Economists use the production possibilities curve to analyse full employment and full production. This curve shows the relationship between two outputs as a result of the maximum usage of inputs, which includes employment. However, full employment, full production and the production possibilities curve are purely hypothetical concepts that are difficult to measure and define in the real world.

The Production Possibilities Curve

The production possibilities curve is a concept in macroeconomics that illustrates the relationships between two outputs in a hypothetical economy. Of course, most economies produce more than two outputs, but by considering only two, the relationship between resources and technology becomes easier to understand. The model is therefore more theoretical than applied. One output on the x-axis and the other on the y-axis maps the quantities of both outputs. The curve, convex to the origin, can show various results, such as all of one output, and none of the other, a little of one but much of the other, or equal quantities of both.

Full Production

Any point on the production possibilities curve represents an economy at the full level of production. At the current level of technology and resources, this means that there can be no increase in output of one product without a reduction in the output for the other product. Any point outside the production possibilities curve (that is, on the opposite side of the graph's origin) is technically unattainable. Any point that lies on the inside of the production possibilities curve signifies a point where the economy is not using its resources to their full potential.

Full Employment

If an economy is operating on the production possibilities curve, and is thus operating at full production, it will use all resources fully. In macroeconomics, there are two groups of resources: capital and labor. Capital refers to machinery, agricultural land, buildings and vehicles among other things. If both capital and labor are operating at their furthest extent, full employment must equate to full production. However, the concept of full employment is not relevant in the real world, as there are natural levels of unemployment in most economies. For example, people may be between jobs, may take time off to travel or may not wish to work.

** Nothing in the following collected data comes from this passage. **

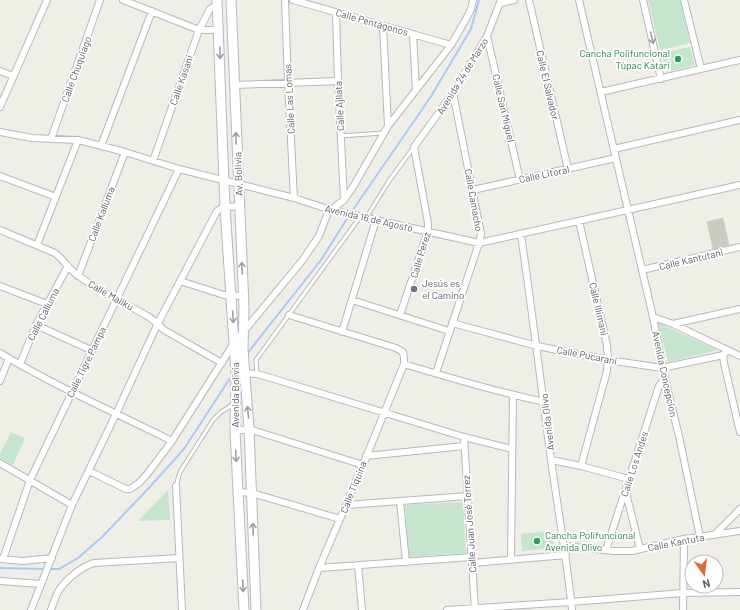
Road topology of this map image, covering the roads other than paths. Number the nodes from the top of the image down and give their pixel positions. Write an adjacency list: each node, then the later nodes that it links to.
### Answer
1 (47, 0): 27 (street)
2 (100, 0): 41 (street, Calle Chuquiago)
3 (123, 0): 16 (street)
4 (231, 0): 31 (street, Av. Bolivia)
5 (285, 0): 30 (street, Calle Las Lomas)
6 (293, 0): 15 (street, Calle Pentágonos)
7 (473, 0): 23 (street)
8 (514, 0): 14 (street)
9 (529, 0): 50 (street, Calle El Salvador)
10 (579, 0): 33 (street, Avenida Concepcion)
11 (643, 0): 28 (street, one-way to 28)
12 (684, 0): 25 (street)
13 (217, 2): 19 (street, Calle Kasani); 20 (street, Av. Bolivia)
14 (501, 2): 22 (street, Avenida 24 de Marzo)
15 (314, 3): 17 (street, Calle Pentágonos)
16 (152, 11): 19 (street); 43 (street)
17 (336, 12): 18 (street, Calle Pentágonos); 29 (street, Calle Ajllata)
18 (383, 26): 21 (street, Calle Pentágonos); 37 (street)
19 (198, 30): 20 (street); 48 (street, Calle Kasani)
20 (219, 30): 53 (street, Av. Bolivia, one-way to 53)
21 (413, 34): 23 (street, Calle Pentágonos); 32 (street)
22 (487, 36): 34 (street, Avenida 24 de Marzo); 52 (street, Calle San Miguel)
23 (451, 45): 32 (street)
24 (740, 60): 25 (street)
25 (701, 69): 28 (street)
26 (0, 71): 27 (street)
27 (13, 76): 35 (street)
28 (661, 79): 33 (street)
29 (338, 81): 30 (street); 40 (street, Calle Ajllata)
30 (288, 83): 31 (street); 58 (street, Calle Las Lomas)
31 (234, 85): 54 (street, Av. Bolivia, one-way to 31)
32 (416, 90): 37 (street)
33 (601, 92): 45 (street, Avenida Concepcion)
34 (453, 93): 44 (street, Avenida 24 de Marzo); 56 (street, Calle Camacho)
35 (0, 108)
36 (740, 120): 45 (street)
37 (388, 126): 39 (street)
38 (0, 132): 41 (street, Avenida 16 de Agosto)
39 (384, 134): 40 (lane); 59 (street)
40 (340, 136): 59 (street, Calle Ajllata)
41 (51, 138): 42 (street, Avenida 16 de Agosto)
42 (78, 140): 43 (street, Avenida 16 de Agosto); 57 (street)
43 (101, 146): 46 (street, Avenida 16 de Agosto)
44 (414, 147): 64 (lane); 68 (street, Calle Perez)
45 (614, 149): 47 (street, Avenida Concepcion)
46 (125, 152): 48 (street, Avenida 16 de Agosto); 75 (street, Calle Kalluma)
47 (616, 158): 50 (street, Calle Litoral); 63 (street, Avenida Concepcion)
48 (153, 161): 49 (street, Avenida 16 de Agosto)
49 (179, 169): 53 (street, Avenida 16 de Agosto); 80 (street, Calle Tigre Pampa)
50 (568, 169): 52 (street, Calle Litoral)
51 (0, 176): 57 (street)
52 (520, 180): 56 (street, Calle Litoral)
53 (224, 181): 54 (street, Avenida 16 de Agosto); 61 (street, Avenida Bolivia)
54 (238, 184): 58 (street, Avenida 16 de Agosto); 60 (street, Av. Bolivia)
55 (740, 185): 63 (street, Avenida 16 de Agosto)
56 (473, 190): 70 (street, Calle Camacho)
57 (56, 197): 71 (street)
58 (294, 198): 62 (street, Avenida 16 de Agosto)
59 (344, 200): 62 (street)
60 (239, 206): 61 (street); 79 (street, Av. Bolivia, one-way to 60)
61 (225, 207): 76 (street); 78 (street, Avenida Bolivia)
62 (331, 210): 64 (street, Avenida 16 de Agosto); 93 (street)
63 (628, 211): 66 (street, Avenida 16 de Agosto); 74 (street, Avenida Concepcion)
64 (363, 217): 65 (street, Avenida 16 de Agosto); 84 (lane)
65 (376, 220): 68 (street, Avenida 16 de Agosto); 81 (street)
66 (579, 222): 69 (street, Avenida 16 de Agosto); 101 (street, Calle Illimani)
67 (0, 230): 71 (street, Calle Mallku)
68 (428, 231): 70 (street, Avenida 16 de Agosto); 85 (street, Calle Perez)
69 (521, 235): 70 (street, Avenida 16 de Agosto); 95 (street, Avenida Olivo)
70 (479, 243): 88 (street, Calle Camacho)
71 (37, 245): 73 (street, Calle Mallku)
72 (740, 247): 74 (street, Calle Kantutani)
73 (68, 266): 75 (street, Calle Mallku); 82 (street, Calle Calluma)
74 (642, 270): 86 (street, Avenida Concepcion)
75 (78, 276): 80 (street, Calle Mallku)
76 (180, 281): 78 (street); 87 (street)
77 (0, 286): 82 (street)
78 (231, 296): 79 (street); 94 (street, Avenida Bolivia, one-way to 94)
79 (243, 296): 93 (street, Av. Bolivia)
80 (116, 299): 87 (street, Calle Mallku); 96 (street, Calle Tigre Pampa)
81 (352, 300): 85 (street); 92 (street)
82 (47, 304): 90 (street, Calle Calluma)
83 (740, 309): 89 (street)
84 (288, 315): 92 (street); 107 (lane)
85 (400, 315): 91 (street)
86 (653, 317): 89 (street); 105 (street, Avenida Concepcion)
87 (158, 323): 102 (street, Calle Mallku); 116 (street)
88 (452, 323): 91 (street, Calle Camacho); 95 (street, Calle Pucarani)
89 (673, 324): 97 (street)
90 (36, 325): 96 (street); 103 (street, Calle Calluma)
91 (449, 331): 108 (street, Calle Camacho)
92 (342, 332): 104 (street)
93 (243, 333): 94 (street); 106 (street, Av. Bolivia)
94 (234, 343): 102 (street); 106 (street, Avenida Bolivia)
95 (537, 346): 101 (street, Calle Pucarani); 113 (street, Avenida Olivo)
96 (91, 350): 111 (street, Calle Tigre Pampa)
97 (725, 352): 99 (street); 105 (street, Calle Pucarani); 119 (street)
98 (0, 353): 100 (street)
99 (740, 356)
100 (9, 358): 103 (street); 110 (street)
101 (608, 360): 105 (street, Calle Pucarani); 128 (street, Calle Illimani)
102 (222, 363): 121 (street)
103 (20, 364): 111 (street)
104 (404, 364): 108 (street); 115 (street, Calle Tiquina)
105 (662, 368): 109 (street, Avenida Concepcion)
106 (242, 371): 107 (street); 114 (street, Avenida Bolivia); 117 (street, Avenida Bolivia, one-way to 106)
107 (257, 374): 115 (street)
108 (436, 374): 112 (street)
109 (664, 379): 130 (street, Calle Los Andes); 144 (street, Avenida Concepcion)
110 (0, 381)
111 (71, 393): 116 (street); 131 (street, Calle Tigre Pampa)
112 (513, 395): 113 (street); 123 (street)
113 (545, 402): 125 (street, Avenida Olivo)
114 (235, 403): 118 (street, Avenida Bolivia); 132 (lane)
115 (384, 412): 120 (street); 124 (street, Calle Tiquina)
116 (116, 414): 121 (street); 129 (street)
117 (249, 429): 118 (street); 127 (street); 135 (street, Avenida Bolivia)
118 (235, 430): 133 (street, Avenida Bolivia, one-way to 133)
119 (740, 432)
120 (464, 438): 122 (street, Calle Juan José Torrez); 123 (street)
121 (172, 441): 129 (street)
122 (464, 446): 124 (street); 136 (street, Calle Juan José Torrez)
123 (512, 449): 153 (street)
124 (366, 456): 127 (street, Calle Tiquina)
125 (551, 460): 128 (street); 146 (street, Avenida Olivo)
126 (0, 463): 131 (street)
127 (363, 465): 139 (street, Calle Tiquina)
128 (581, 466): 130 (street)
129 (89, 472): 138 (street)
130 (629, 479): 134 (street, Calle Los Andes)
131 (30, 480): 138 (street); 152 (street, Calle Tigre Pampa)
132 (176, 486): 151 (street)
133 (238, 492): 135 (street); 167 (street, Avenida Bolivia, one-way to 167)
134 (625, 492): 147 (street, Calle Los Andes); 148 (street)
135 (252, 493): 141 (street); 168 (street, Avenida Bolivia, one-way to 135)
136 (468, 496): 137 (street); 154 (street, Calle Juan José Torrez)
137 (400, 501): 139 (street); 155 (street)
138 (72, 505): 150 (street)
139 (346, 505): 141 (street, Calle Tiquina)
140 (740, 509): 143 (street)
141 (340, 519): 157 (street, Calle Tiquina)
142 (740, 531): 143 (street, Calle Kantuta)
143 (714, 535): 144 (street, Calle Kantuta)
144 (700, 537): 145 (street, Calle Kantuta)
145 (684, 539): 148 (street, Calle Kantuta); 161 (street)
146 (564, 546): 147 (street, Calle Kantuta); 149 (street, Avenida Olivo)
147 (606, 550): 148 (street, Calle Kantuta)
148 (640, 550)
149 (566, 555): 153 (street); 162 (street, Avenida Olivo)
150 (52, 558): 152 (street); 159 (street)
151 (179, 558): 165 (street); 166 (street)
152 (2, 559)
153 (511, 559): 154 (street)
154 (471, 560): 155 (street); 163 (street, Calle Juan José Torrez)
155 (406, 562): 156 (street)
156 (358, 565): 157 (street); 170 (street)
157 (319, 568): 169 (street, Calle Tiquina)
158 (0, 581): 159 (street)
159 (41, 584): 164 (street)
160 (740, 592): 161 (street)
161 (683, 593): 162 (street); 173 (street)
162 (571, 602): 163 (street); 172 (street, Avenida Olivo)
163 (475, 609): 171 (street)
164 (31, 610)
165 (51, 610)
166 (182, 610)
167 (244, 610)
168 (256, 610)
169 (302, 610)
170 (362, 610)
171 (447, 610)
172 (572, 610)
173 (684, 610)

The concepts of full production and full employment on the production possibilities curve are purely theoretical and are therefore difficult to apply to the real world. However, many economists use the natural level of unemployment as a measure of full employment. It is hard to know if this level of employment does actually mean full production because it is difficult to measure the full use of capital. Furthermore, increases in output, or GDP, may not only be a result of an increase in production but also an increase in technology or labor productivity.